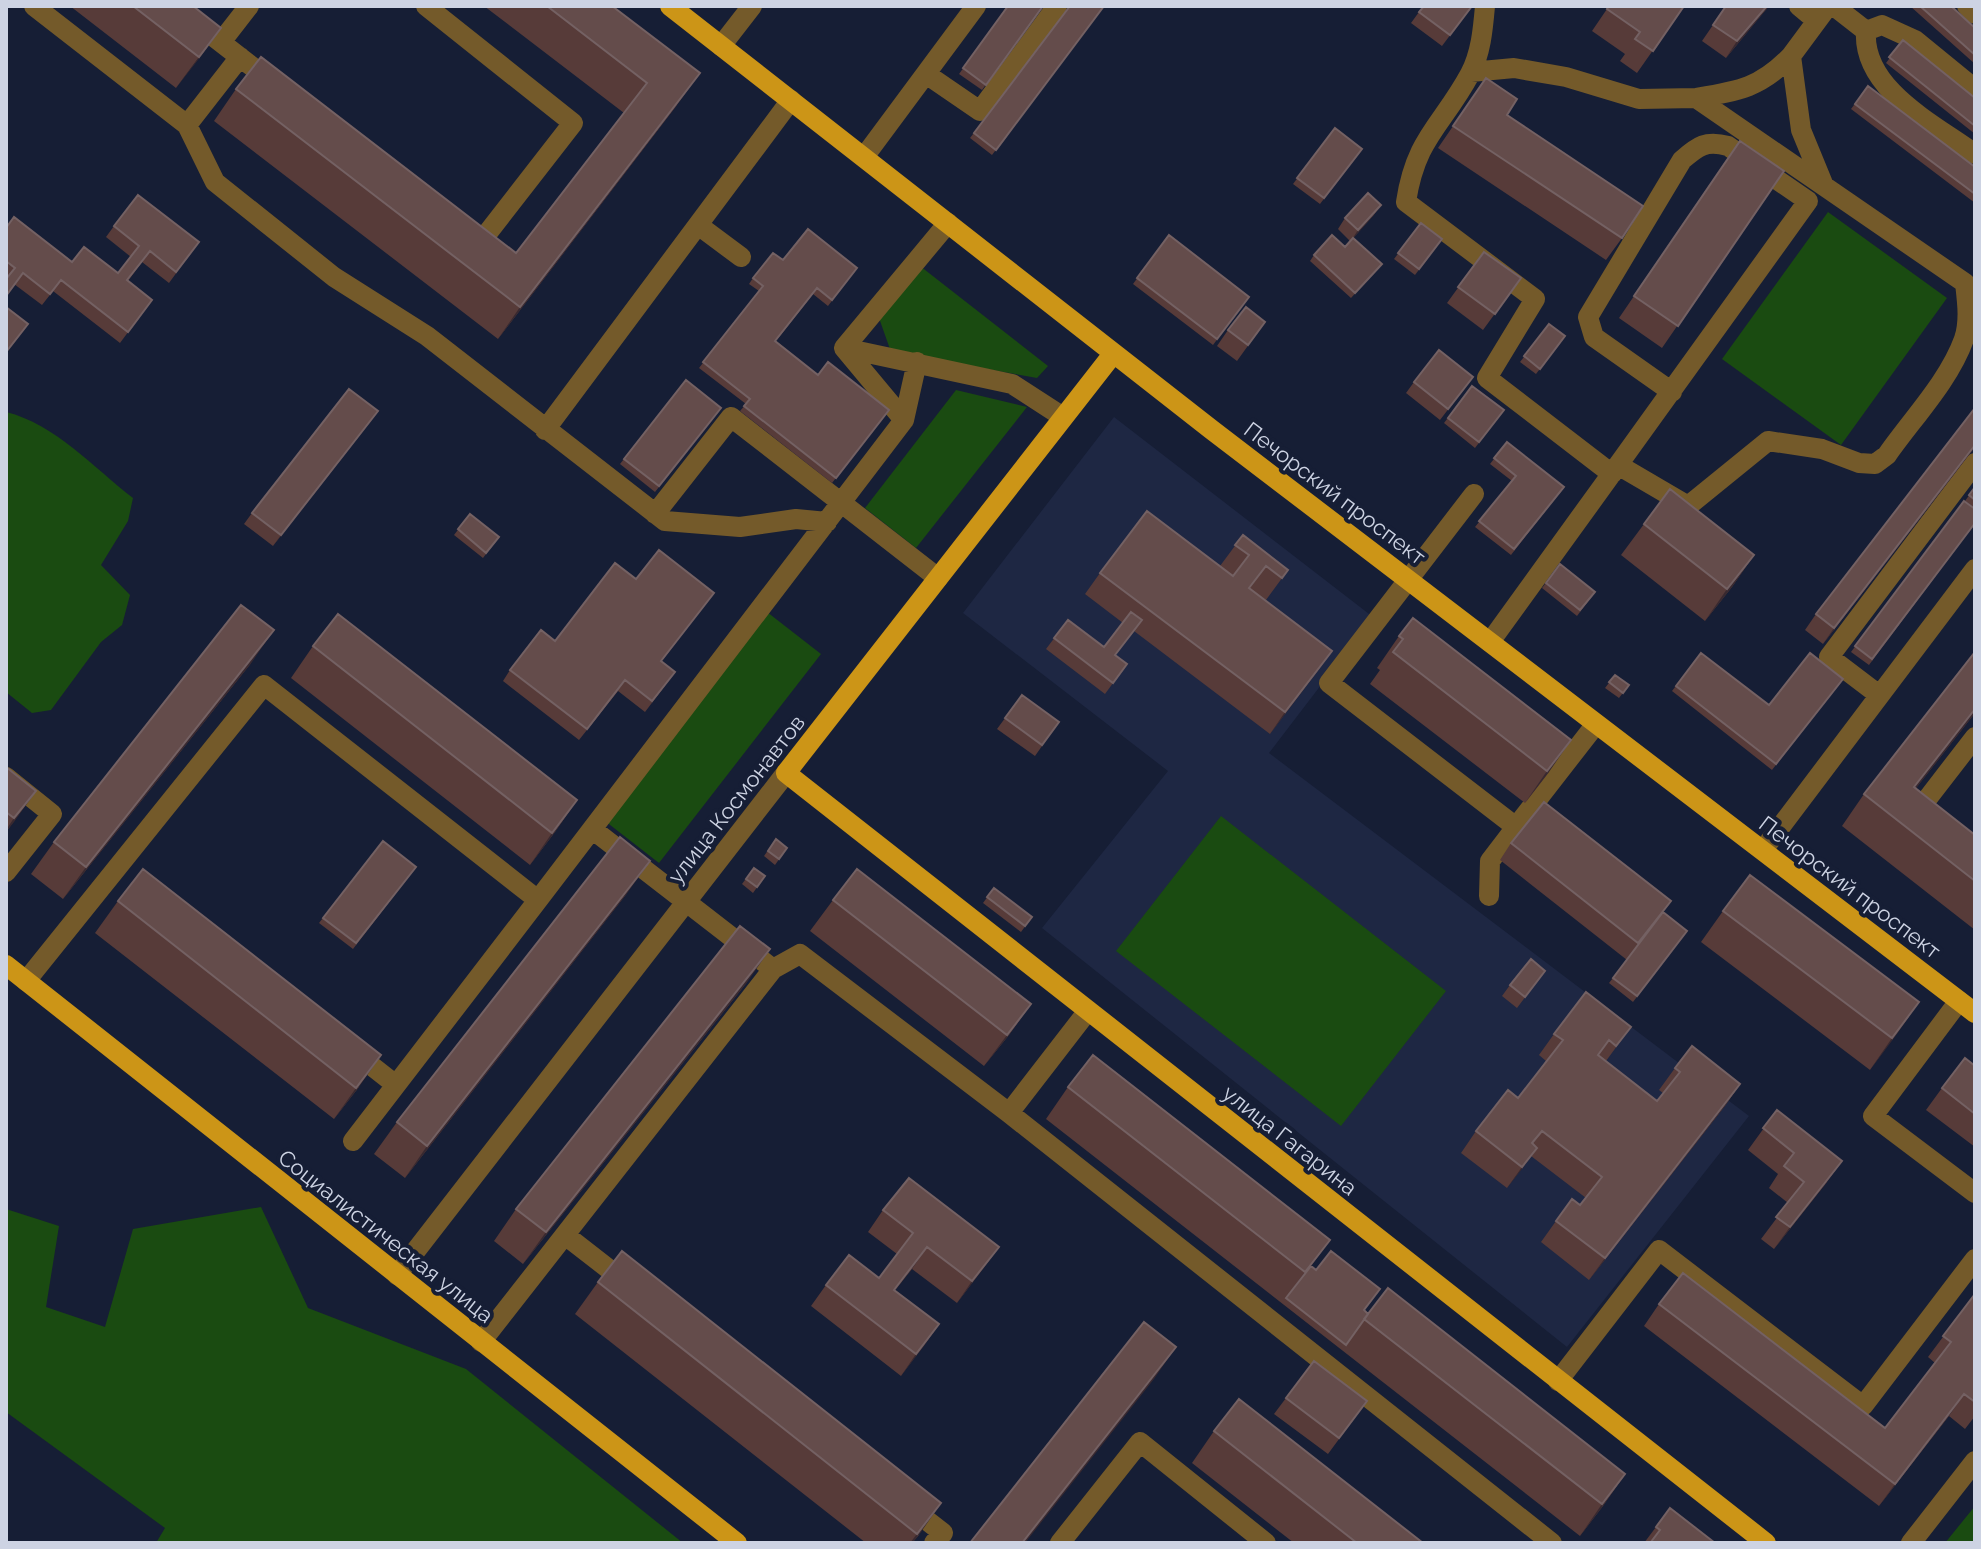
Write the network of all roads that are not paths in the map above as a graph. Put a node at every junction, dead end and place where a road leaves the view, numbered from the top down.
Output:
1 (34, 6) edge
2 (174, 6) edge
3 (249, 6) edge
4 (426, 6) edge
5 (670, 6) edge
6 (752, 6) edge
7 (976, 6) edge
8 (1057, 6) edge
9 (1485, 6) edge
10 (1799, 6) edge
11 (1967, 6) edge
12 (1827, 11) edge
13 (1975, 14) edge
14 (1866, 31) junction
15 (221, 42) junction
16 (721, 46) junction
17 (1791, 56) junction
18 (240, 57) junction
19 (1471, 72) junction
20 (926, 74) junction
21 (1975, 89) edge
22 (290, 97) edge
23 (1696, 98) junction
24 (791, 100) junction
25 (187, 125) junction
26 (1975, 154) edge
27 (864, 157) junction
28 (1824, 186) junction
29 (948, 223) junction
30 (454, 225) edge
31 (698, 225) junction
32 (741, 257) dead end
33 (844, 348) junction
34 (1113, 354) junction
35 (917, 362) junction
36 (1672, 392) junction
37 (1063, 417) junction
38 (904, 420) junction
39 (545, 430) junction
40 (1975, 463) edge
41 (1615, 469) junction
42 (1474, 494) dead end
43 (841, 503) junction
44 (655, 514) junction
45 (827, 522) junction
46 (1975, 569) edge
47 (938, 578) junction
48 (1408, 580) junction
49 (1490, 642) junction
50 (1879, 695) junction
51 (1596, 724) junction
52 (1975, 737) edge
53 (786, 773) junction
54 (6, 777) edge
55 (1516, 827) junction
56 (592, 829) junction
57 (1975, 849) edge
58 (1763, 850) junction
59 (6, 872) edge
60 (1489, 896) dead end
61 (538, 900) junction
62 (687, 902) junction
63 (6, 965) edge
64 (773, 969) junction
65 (26, 981) junction
66 (1967, 1007) edge
67 (1087, 1012) junction
68 (335, 1038) edge
69 (396, 1085) junction
70 (1009, 1113) junction
71 (353, 1141) dead end
72 (1975, 1193) edge
73 (565, 1235) junction
74 (1975, 1259) edge
75 (397, 1275) junction
76 (638, 1292) edge
77 (481, 1342) junction
78 (1558, 1381) junction
79 (1975, 1461) edge
80 (894, 1494) edge
81 (737, 1543) edge
82 (934, 1543) edge
83 (1060, 1543) edge
84 (1266, 1543) edge
85 (1552, 1543) edge
86 (1766, 1543) edge
87 (1911, 1543) edge

1 - 25 street
2 - 15 street
3 - 15 street
4 - 30 street
5 - 16 main road, Печорский проспект
6 - 16 street
7 - 20 street
8 - 20 street
9 - 19 street
10 - 12 street
11 - 13 street
12 - 14 street
12 - 17 street
14 - 21 street
14 - 26 street
15 - 18 street
16 - 24 main road, Печорский проспект
17 - 23 street
17 - 28 street
18 - 22 street
18 - 25 street
19 - 23 street
19 - 41 street
20 - 27 street
23 - 28 street
24 - 27 main road, Печорский проспект
24 - 31 street
25 - 39 street
27 - 29 main road, Печорский проспект
28 - 41 street
29 - 33 street
29 - 34 main road, Печорский проспект
31 - 32 street
31 - 39 street
33 - 35 street
33 - 38 street
34 - 37 main road, улица Космонавтов
34 - 48 main road, Печорский проспект
35 - 37 street
35 - 38 street
36 - 36 street
36 - 41 street
37 - 47 main road, улица Космонавтов
38 - 43 street
39 - 44 street
40 - 50 street
41 - 49 street
42 - 48 street
43 - 44 street
43 - 45 street
43 - 47 street
44 - 45 street
45 - 56 street
46 - 50 street
47 - 53 main road, улица Космонавтов
48 - 49 main road, Печорский проспект
48 - 55 street
49 - 51 main road, Печорский проспект
50 - 58 street
51 - 55 street
51 - 58 main road, Печорский проспект
52 - 57 street
53 - 62 street, улица Космонавтов
53 - 67 main road, улица Гагарина
54 - 59 street
55 - 60 street
56 - 61 street
56 - 62 street
58 - 66 main road, Печорский проспект
61 - 65 street
61 - 69 street
62 - 64 street
62 - 75 street, улица Космонавтов
63 - 65 main road, Социалистическая улица
64 - 70 street
64 - 73 street
65 - 75 main road, Социалистическая улица
66 - 72 street
67 - 70 street
67 - 78 main road, улица Гагарина
68 - 69 street
69 - 71 street
70 - 85 street
73 - 76 street
73 - 77 street
74 - 78 street
75 - 77 main road, Социалистическая улица
77 - 81 main road, Социалистическая улица
78 - 86 main road, улица Гагарина
79 - 87 street
80 - 82 street
83 - 84 street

• • • • •

WHAT IS REQUIRED
Count the lines of the material above that contain the word "улица", then give only that count.

EXERCISE OUTPUT
12